I think that in this particular case, if you only need a one-term search, my initial example with the inflector helper is actually best, because it gives you only those docs that contain the term or its plural or its Saxon genitive. Here is an example:
SELECT *, MATCH (body) AGAINST( 'form forms form\'s forms\'' IN BOOLEAN MODE ) AS score FROM test_searches;
+----+-------------------------------------------------------------------------------------+-------+
| id | body | score |
+----+-------------------------------------------------------------------------------------+-------+
| 1 | This is about your tax form | 2 |
| 2 | I am formulating a new theory about searching and about different forms it can take | 2 |
| 3 | what is the formula for the area of a circle? | 0 |
| 4 | New forms of life | 2 |
| 5 | some text that does not contain the word | 0 |
| 6 | irrelevant text | 0 |
| 7 | etc | 0 |
| 8 | form, form form form form | 2 |
+----+-------------------------------------------------------------------------------------+-------+
In this case “what is the formula for the area of a circle?” has a score of 0, which is to be expected because someone who’s looking for “form” is certainly not looking for “formula,” or they would type in “formula.”

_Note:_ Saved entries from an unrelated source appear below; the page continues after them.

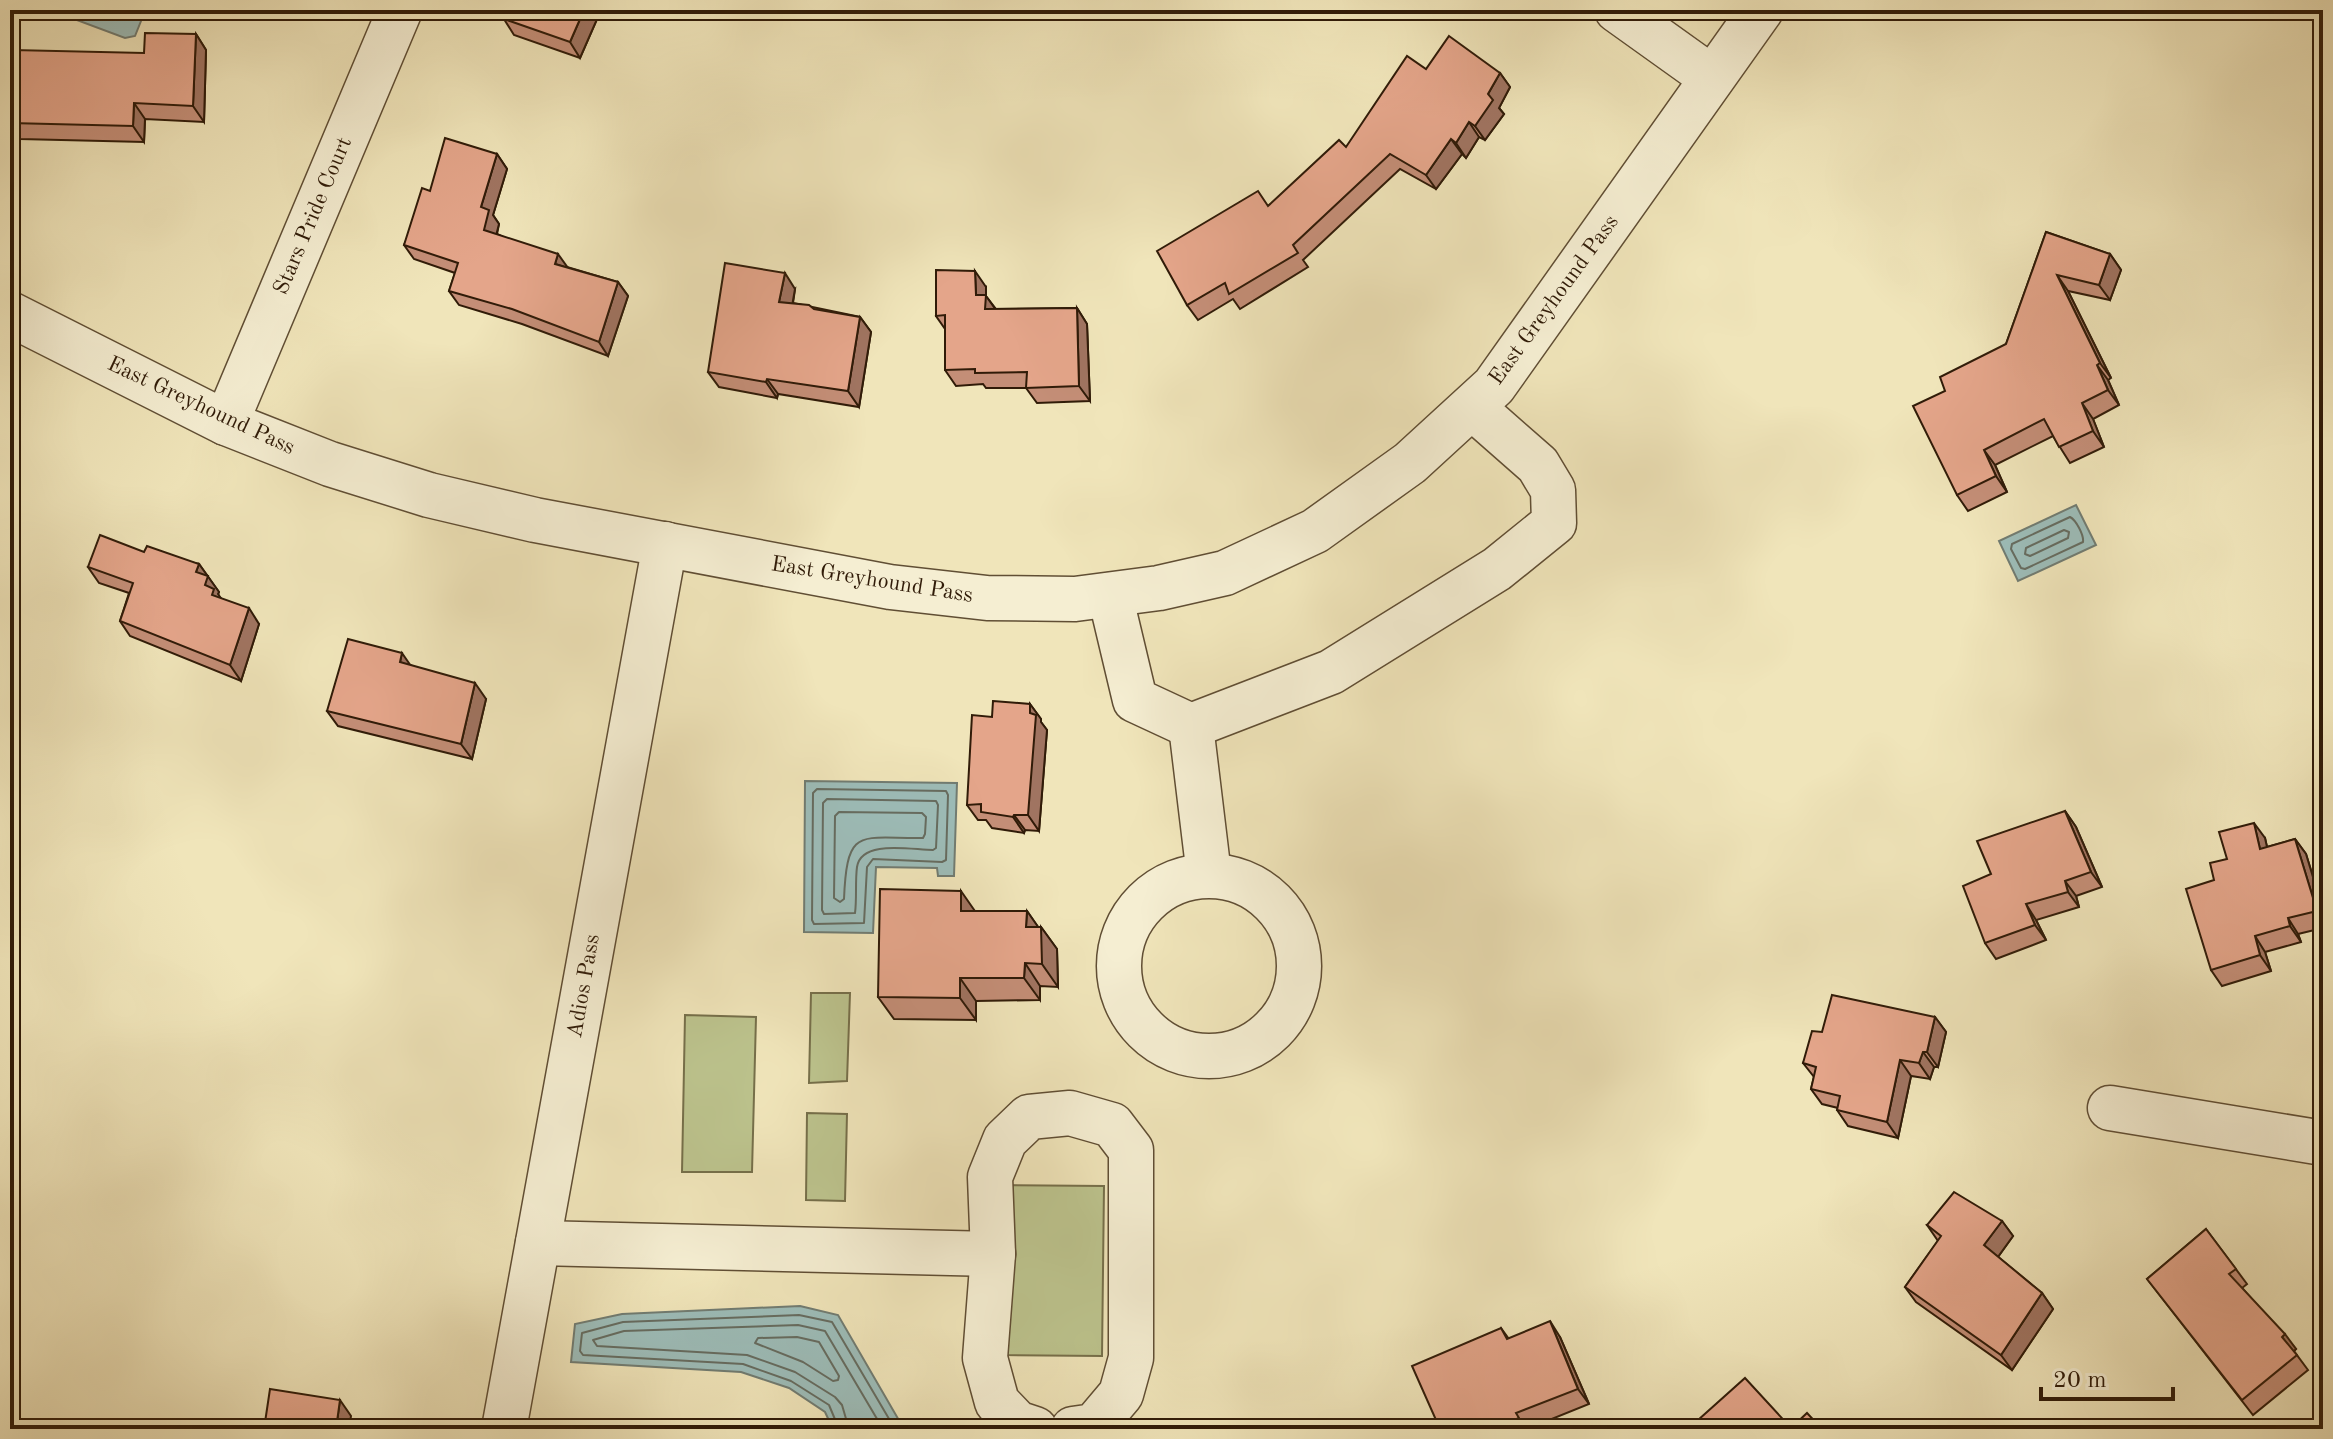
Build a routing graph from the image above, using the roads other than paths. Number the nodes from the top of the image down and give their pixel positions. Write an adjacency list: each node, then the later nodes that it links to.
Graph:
1 (400, 10): 7 (street, Stars Pride Court)
2 (1617, 10): 4 (street)
3 (1761, 10): 4 (street, East Greyhound Pass)
4 (1712, 78): 6 (street, East Greyhound Pass)
5 (10, 314): 7 (street, East Greyhound Pass)
6 (1472, 407): 9 (street, East Greyhound Pass); 10 (street)
7 (226, 423): 8 (street, East Greyhound Pass)
8 (665, 544): 9 (street, East Greyhound Pass); 14 (street, Adios Pass)
9 (1110, 595): 10 (street)
10 (1191, 726): 11 (street)
11 (1209, 875): 11 (street)
12 (2110, 1108): 13 (street)
13 (2323, 1143)
14 (538, 1243): 15 (street); 16 (street, Adios Pass)
15 (993, 1254): 17 (street); 18 (street)
16 (504, 1429)
17 (1035, 1429)
18 (1073, 1429)

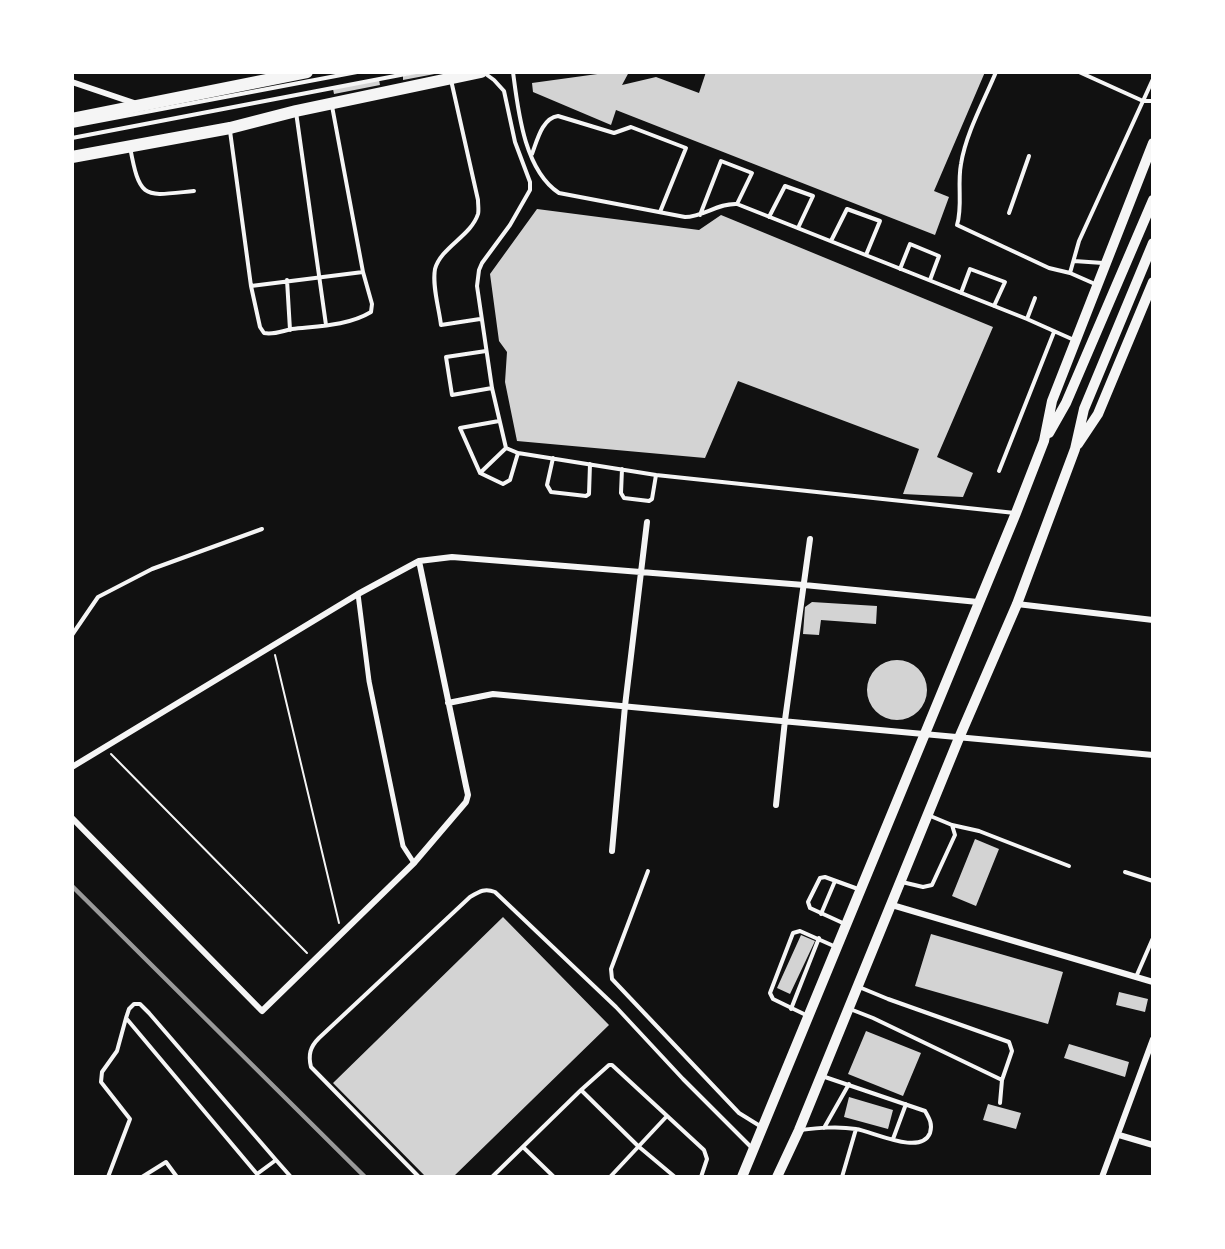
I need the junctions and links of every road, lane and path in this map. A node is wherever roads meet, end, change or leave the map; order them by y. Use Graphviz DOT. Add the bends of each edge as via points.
graph roads {
  1 [pos="307,72"];
  2 [pos="357,72"];
  3 [pos="416,72"];
  4 [pos="482,72"];
  5 [pos="513,72"];
  6 [pos="996,72"];
  7 [pos="1079,72"];
  8 [pos="451,77"];
  9 [pos="1153,79"];
  10 [pos="72,82"];
  11 [pos="1143,101"];
  12 [pos="1153,101"];
  13 [pos="332,104"];
  14 [pos="143,106"];
  15 [pos="296,111"];
  16 [pos="72,119"];
  17 [pos="72,126"];
  18 [pos="230,128"];
  19 [pos="72,138"];
  20 [pos="1153,143"];
  21 [pos="129,147"];
  22 [pos="531,154"];
  23 [pos="1029,156"];
  24 [pos="72,157"];
  25 [pos="194,190"];
  26 [pos="1153,200"];
  27 [pos="737,204"];
  28 [pos="660,212"];
  29 [pos="1010,213"];
  30 [pos="700,215"];
  31 [pos="769,217"];
  32 [pos="798,228"];
  33 [pos="831,241"];
  34 [pos="1153,243"];
  35 [pos="866,255"];
  36 [pos="1074,261"];
  37 [pos="1106,264"];
  38 [pos="900,268"];
  39 [pos="363,272"];
  40 [pos="1070,273"];
  41 [pos="318,276"];
  42 [pos="286,280"];
  43 [pos="930,280"];
  44 [pos="1153,282"];
  45 [pos="1098,285"];
  46 [pos="251,286"];
  47 [pos="961,293"];
  48 [pos="1035,298"];
  49 [pos="994,306"];
  50 [pos="480,319"];
  51 [pos="1027,319"];
  52 [pos="326,325"];
  53 [pos="290,330"];
  54 [pos="1054,332"];
  55 [pos="1075,341"];
  56 [pos="486,351"];
  57 [pos="492,388"];
  58 [pos="500,421"];
  59 [pos="1044,441"];
  60 [pos="506,448"];
  61 [pos="1075,449"];
  62 [pos="518,453"];
  63 [pos="553,458"];
  64 [pos="590,464"];
  65 [pos="622,469"];
  66 [pos="999,471"];
  67 [pos="480,473"];
  68 [pos="656,475"];
  69 [pos="1016,513"];
  70 [pos="647,522"];
  71 [pos="262,529"];
  72 [pos="810,539"];
  73 [pos="419,561"];
  74 [pos="641,572"];
  75 [pos="804,585"];
  76 [pos="358,594"];
  77 [pos="978,602"];
  78 [pos="1017,604"];
  79 [pos="1153,620"];
  80 [pos="72,635"];
  81 [pos="273,646"];
  82 [pos="448,703"];
  83 [pos="625,706"];
  84 [pos="785,720"];
  85 [pos="924,734"];
  86 [pos="959,738"];
  87 [pos="105,748"];
  88 [pos="1153,755"];
  89 [pos="72,767"];
  90 [pos="776,806"];
  91 [pos="928,815"];
  92 [pos="72,818"];
  93 [pos="952,825"];
  94 [pos="612,851"];
  95 [pos="414,863"];
  96 [pos="1069,866"];
  97 [pos="648,871"];
  98 [pos="1125,872"];
  99 [pos="835,881"];
  100 [pos="1153,881"];
  101 [pos="901,882"];
  102 [pos="860,890"];
  103 [pos="892,905"];
  104 [pos="821,915"];
  105 [pos="846,925"];
  106 [pos="341,934"];
  107 [pos="819,938"];
  108 [pos="1153,938"];
  109 [pos="836,947"];
  110 [pos="314,960"];
  111 [pos="1136,977"];
  112 [pos="1153,982"];
  113 [pos="858,986"];
  114 [pos="791,1009"];
  115 [pos="849,1009"];
  116 [pos="809,1016"];
  117 [pos="126,1018"];
  118 [pos="1153,1039"];
  119 [pos="822,1076"];
  120 [pos="1002,1080"];
  121 [pos="849,1084"];
  122 [pos="580,1090"];
  123 [pos="1000,1103"];
  124 [pos="906,1104"];
  125 [pos="667,1116"];
  126 [pos="763,1128"];
  127 [pos="824,1128"];
  128 [pos="856,1129"];
  129 [pos="800,1130"];
  130 [pos="1119,1135"];
  131 [pos="893,1139"];
  132 [pos="1153,1145"];
  133 [pos="638,1146"];
  134 [pos="523,1147"];
  135 [pos="754,1150"];
  136 [pos="276,1160"];
  137 [pos="108,1177"];
  138 [pos="142,1177"];
  139 [pos="177,1177"];
  140 [pos="291,1177"];
  141 [pos="419,1177"];
  142 [pos="492,1177"];
  143 [pos="554,1177"];
  144 [pos="610,1177"];
  145 [pos="675,1177"];
  146 [pos="701,1177"];
  147 [pos="742,1177"];
  148 [pos="777,1177"];
  149 [pos="842,1177"];
  150 [pos="1102,1177"];
  1 -- 14 [label="main road"];
  2 -- 17 [label="lane"];
  3 -- 19 [label="lane"];
  4 -- 8 [label="main road"];
  4 -- 50 [label="lane" via="504,91 530,190 479,270"];
  5 -- 22 [label="lane" via="520,118"];
  6 -- 40 [label="lane" via="961,162 957,225 1049,268"];
  7 -- 11 [label="lane"];
  8 -- 13 [label="main road"];
  8 -- 50 [label="lane" via="478,214 441,258 435,269 435,283 441,325"];
  9 -- 11 [label="lane"];
  10 -- 14 [label="street"];
  11 -- 12 [label="lane"];
  11 -- 36 [label="lane"];
  13 -- 15 [label="main road"];
  13 -- 39 [label="lane"];
  14 -- 16 [label="main road"];
  15 -- 18 [label="main road"];
  15 -- 41 [label="lane"];
  18 -- 21 [label="main road"];
  18 -- 46 [label="lane"];
  20 -- 37 [label="main road"];
  21 -- 24 [label="main road"];
  21 -- 25 [label="lane" via="140,185 146,192 156,195"];
  22 -- 28 [label="lane" via="549,186 559,193"];
  22 -- 28 [label="lane" via="545,123 558,116 614,133 631,127 686,148"];
  23 -- 29 [label="lane"];
  26 -- 59 [label="main road" via="1066,403"];
  27 -- 30 [label="lane"];
  27 -- 30 [label="lane" via="752,173 721,161"];
  27 -- 31 [label="lane"];
  28 -- 30 [label="lane" via="685,218"];
  31 -- 32 [label="lane"];
  31 -- 32 [label="lane" via="785,186 813,196"];
  32 -- 33 [label="lane"];
  33 -- 35 [label="lane"];
  33 -- 35 [label="lane" via="847,209 880,221"];
  34 -- 61 [label="main road" via="1084,409"];
  35 -- 38 [label="lane"];
  36 -- 37 [label="lane"];
  36 -- 40 [label="lane"];
  37 -- 45 [label="main road"];
  38 -- 43 [label="lane"];
  38 -- 43 [label="lane" via="910,244 939,256"];
  39 -- 41 [label="lane"];
  39 -- 52 [label="lane" via="372,304 370,312"];
  40 -- 45 [label="lane"];
  41 -- 42 [label="lane"];
  41 -- 52 [label="lane"];
  42 -- 46 [label="lane"];
  42 -- 53 [label="lane"];
  43 -- 47 [label="lane"];
  44 -- 61 [label="main road" via="1098,414"];
  45 -- 55 [label="main road"];
  46 -- 53 [label="lane" via="264,333"];
  47 -- 49 [label="lane"];
  47 -- 49 [label="lane" via="970,269 1005,282"];
  48 -- 51 [label="lane"];
  49 -- 51 [label="lane"];
  50 -- 56 [label="lane"];
  51 -- 54 [label="lane"];
  52 -- 53 [label="lane"];
  54 -- 55 [label="lane"];
  54 -- 66 [label="lane"];
  55 -- 59 [label="main road" via="1052,401"];
  56 -- 57 [label="lane"];
  56 -- 57 [label="lane" via="446,357 452,395"];
  57 -- 58 [label="lane"];
  58 -- 60 [label="lane"];
  58 -- 67 [label="lane" via="460,428"];
  59 -- 69 [label="main road"];
  60 -- 62 [label="lane"];
  60 -- 67 [label="lane"];
  61 -- 78 [label="main road"];
  62 -- 63 [label="lane"];
  62 -- 67 [label="lane" via="507,483"];
  63 -- 64 [label="lane"];
  63 -- 64 [label="lane" via="547,485 551,492 586,496"];
  64 -- 65 [label="lane"];
  65 -- 68 [label="lane"];
  65 -- 68 [label="lane" via="624,498 652,499"];
  68 -- 69 [label="lane"];
  69 -- 77 [label="main road"];
  70 -- 74 [label="street"];
  71 -- 80 [label="lane" via="152,569 98,597"];
  72 -- 75 [label="street"];
  73 -- 74 [label="street" via="452,558"];
  73 -- 76 [label="street"];
  73 -- 82 [label="street"];
  74 -- 75 [label="street"];
  74 -- 83 [label="street"];
  75 -- 77 [label="street"];
  75 -- 84 [label="street"];
  76 -- 81 [label="street"];
  76 -- 95 [label="street" via="369,681 403,846"];
  77 -- 85 [label="main road"];
  78 -- 79 [label="street"];
  78 -- 86 [label="main road"];
  81 -- 87 [label="street"];
  81 -- 106 [label="path"];
  82 -- 83 [label="street" via="493,694"];
  82 -- 95 [label="street" via="468,795"];
  83 -- 84 [label="street"];
  83 -- 94 [label="street"];
  84 -- 85 [label="street"];
  84 -- 90 [label="street"];
  85 -- 86 [label="street"];
  85 -- 102 [label="main road"];
  86 -- 88 [label="street"];
  86 -- 91 [label="main road"];
  87 -- 89 [label="street"];
  87 -- 110 [label="path"];
  91 -- 93 [label="lane"];
  91 -- 101 [label="main road"];
  92 -- 110 [label="street" via="262,1011"];
  93 -- 96 [label="lane" via="979,831"];
  93 -- 101 [label="lane" via="955,835 932,885"];
  95 -- 106 [label="street"];
  97 -- 126 [label="lane" via="611,969 612,979 739,1113"];
  98 -- 100 [label="lane"];
  99 -- 102 [label="lane"];
  99 -- 104 [label="lane"];
  99 -- 104 [label="lane" via="820,878 808,902"];
  101 -- 103 [label="main road"];
  102 -- 105 [label="main road"];
  103 -- 111 [label="street"];
  103 -- 113 [label="main road"];
  104 -- 105 [label="lane"];
  105 -- 109 [label="main road"];
  106 -- 110 [label="street"];
  107 -- 109 [label="lane"];
  107 -- 114 [label="lane"];
  107 -- 114 [label="lane" via="801,931 793,933 770,993"];
  108 -- 111 [label="lane"];
  109 -- 116 [label="main road"];
  111 -- 112 [label="street"];
  113 -- 115 [label="main road"];
  113 -- 120 [label="lane" via="1009,1042 1012,1051"];
  114 -- 116 [label="lane"];
  115 -- 119 [label="main road"];
  115 -- 120 [label="lane"];
  116 -- 126 [label="main road"];
  117 -- 136 [label="lane" via="256,1174"];
  117 -- 136 [label="lane" via="134,1004 149,1012"];
  117 -- 137 [label="lane" via="117,1051 102,1072 101,1082 106,1091 130,1119"];
  118 -- 130 [label="street"];
  119 -- 121 [label="lane"];
  119 -- 129 [label="main road"];
  120 -- 123 [label="lane"];
  121 -- 124 [label="lane"];
  121 -- 127 [label="lane"];
  122 -- 125 [label="lane" via="612,1065"];
  122 -- 133 [label="lane"];
  122 -- 134 [label="lane"];
  124 -- 131 [label="lane"];
  124 -- 131 [label="lane" via="925,1111 932,1128 920,1142 909,1144"];
  125 -- 133 [label="lane"];
  125 -- 146 [label="lane" via="704,1150 707,1159"];
  126 -- 135 [label="main road"];
  127 -- 128 [label="lane"];
  127 -- 129 [label="lane"];
  128 -- 131 [label="lane"];
  128 -- 149 [label="lane"];
  129 -- 148 [label="main road"];
  130 -- 132 [label="street"];
  130 -- 150 [label="street"];
  133 -- 144 [label="lane"];
  133 -- 145 [label="lane"];
  134 -- 142 [label="lane"];
  134 -- 143 [label="lane"];
  135 -- 141 [label="lane" via="616,1006 495,892 482,890 319,1038 309,1056 311,1067"];
  135 -- 147 [label="main road"];
  136 -- 140 [label="lane"];
  138 -- 139 [label="lane" via="166,1162"];
}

However, if you were to program a generic search library you would have to use all of these techniques, and many more, and combine them into something that would give relevant results in most situations. But then what if the tables are not MyISAM tables? For instance I use only InnoDB tables in my projects to ensure data integrity and guard against orphan records and other things like that which MyISAM doesn’t support. What if the database is not MySQL but Oracle, Postage or even MongoDB (like I used in my last two projects)? Just thinking about the task only “what ifs” pop up in my mind.
I do however enjoy the discussion. That’s why I pulled my glass of Pinot Noir close and I spent about an hour and a half on a Friday evening doing this experiment. 😊 Another reason is that this idea of “relevancy,” if solved in an unbiased way, has potential. So far Google’s Page Rank is the best solution to relevancy, but only inasmuch as democracy is the best solution to human society.